The 1143-year-long war had been begun on false pretenses and only continued because the two races were unable to communicate.

Once they could talk, the first question was “Why did you start this thing?” and the answer was “Me?”

The Taurans hadn’t known war for millennia, and toward the beginning of the twenty-first century it looked as though mankind was ready to outgrow the institution as well. But the old soldiers were still around, and many of them were in positions of power. They virtually ran the United Nations Exploratory and Colonization Group, that was taking advantage of the newly-discovered collapsar jump to explore interstellar space.

Many of the early ships met with accidents and disappeared. The exmilitary men were suspicious. They armed the colonizing vessels, and the first time they met a Tauran ship, they blasted it.

They dusted off their medals and the rest was going to be history.

You couldn’t blame it all on the military, though. The evidence they presented for the Taurans’ having been responsible for the earlier casualties was laughably thin. The few people who pointed this out were ignored.

The fact was, Earth’s economy needed a war, and this one was ideal. It gave a nice hole to throw buckets of money into, but would unify humanity rather than dividing it.

The Taurans relearned war, after a fashion. They never got really good at it, and would eventually have lost.

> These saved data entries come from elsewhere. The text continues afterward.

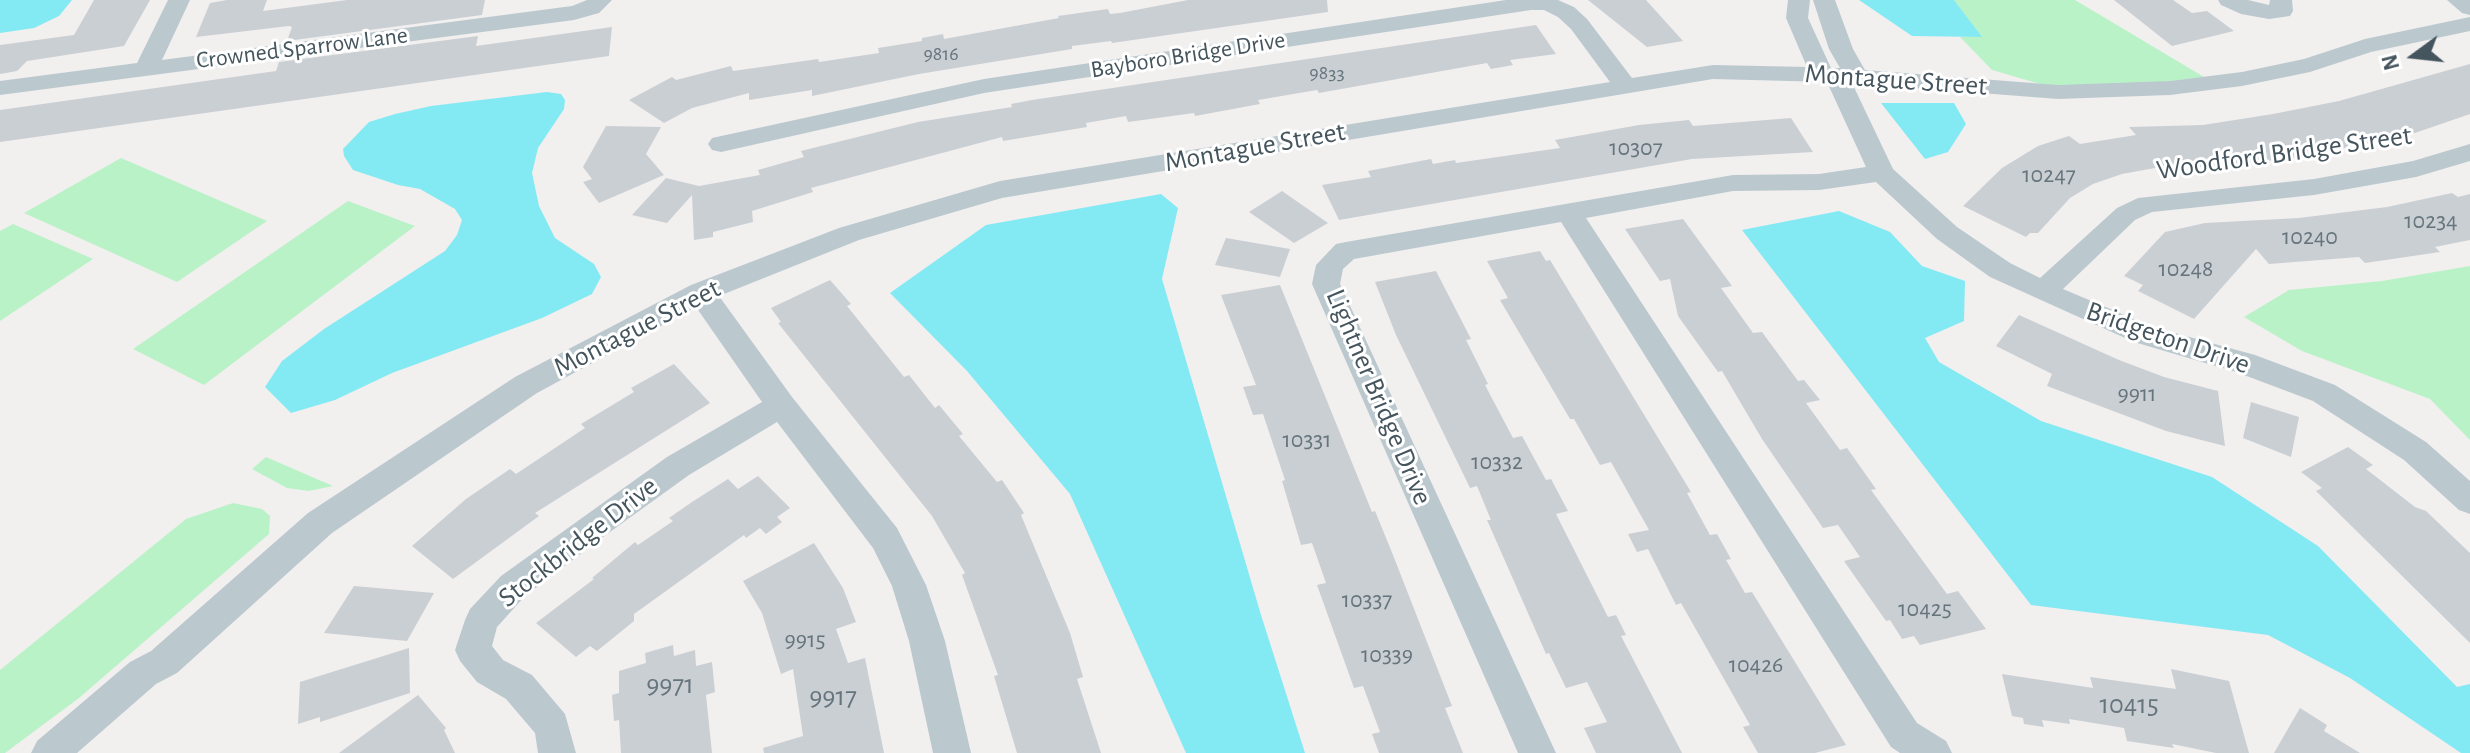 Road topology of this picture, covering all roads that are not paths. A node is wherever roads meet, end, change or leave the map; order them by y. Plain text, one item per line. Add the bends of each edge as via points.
1 (179, 0) edge
2 (601, 0) edge
3 (1799, 0) edge
4 (1824, 0) edge
5 (2229, 0) edge
6 (2281, 0) edge
7 (2458, 0) edge
8 (2470, 8) edge
9 (2470, 24) edge
10 (1802, 28) junction
11 (1834, 29) junction
12 (146, 69) junction
13 (1838, 75) junction
14 (1624, 84) junction
15 (0, 88) edge
16 (721, 144) dead end
17 (2470, 152) edge
18 (1882, 173) junction
19 (1569, 213) junction
20 (701, 292) junction
21 (2043, 292) junction
22 (781, 405) junction
23 (2470, 501) edge
24 (164, 662) junction
25 (50, 753) edge
26 (72, 753) edge
27 (557, 753) edge
28 (952, 753) edge
29 (1537, 753) edge
30 (1933, 753) edge

1 - 12 street
2 - 12 street, Crowned Sparrow Lane via 574,13
3 - 10 street, Bridgeton Drive
4 - 11 street, Bridgeton Drive
5 - 6 street via 2269,12 2282,11
7 - 8 street
9 - 13 street, Montague Street via 2365,46 2310,65 2170,88 2058,92
10 - 11 street
10 - 13 street, Bridgeton Drive
11 - 13 street, Bridgeton Drive
12 - 15 street, Crowned Sparrow Lane
13 - 14 street, Montague Street via 1713,72
13 - 18 street, Bridgeton Drive
14 - 16 street, Bayboro Bridge Drive via 1566,12 1531,3 984,86
14 - 20 street, Montague Street via 1000,190 849,234
17 - 21 street, Woodford Bridge Street via 2416,169 2314,187 2147,204 2126,214
18 - 19 street, Lightner Bridge Drive via 1819,182 1733,183
18 - 21 street, Bridgeton Drive via 1947,233
19 - 29 street, Lightner Bridge Drive via 1346,251 1330,265 1326,284
19 - 30 street via 1904,735
20 - 22 street
20 - 24 street, Montague Street via 526,385 320,523
21 - 23 street, Bridgeton Drive via 2144,335 2244,363 2324,393 2415,451
22 - 27 street, Stockbridge Drive via 678,466 591,527 513,586 482,620 473,650 490,671 519,687 552,726
22 - 28 street via 885,538 909,585
24 - 25 street, Montague Street via 143,673
24 - 26 street, Montague Street via 153,680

The Taurans, the book explained, couldn’t communicate with humans because they had no concept of the individual; they had been natural clones for millions of years. Eventually, Earth’s cruisers were manned by Man, Kahn-clones, and they were for the first time able to get through to each other.

The book stated this as a bald fact. I asked a Man to explain what it meant, what was special about clone-to-clone communication, and he said that I a priori couldn’t understand it. There were no words for it, and my brain wouldn’t be able to accommodate the concepts even if there were words.

All right. It sounded a little fishy, but I was willing to accept it. I’d accept that up was down if it meant the war was over.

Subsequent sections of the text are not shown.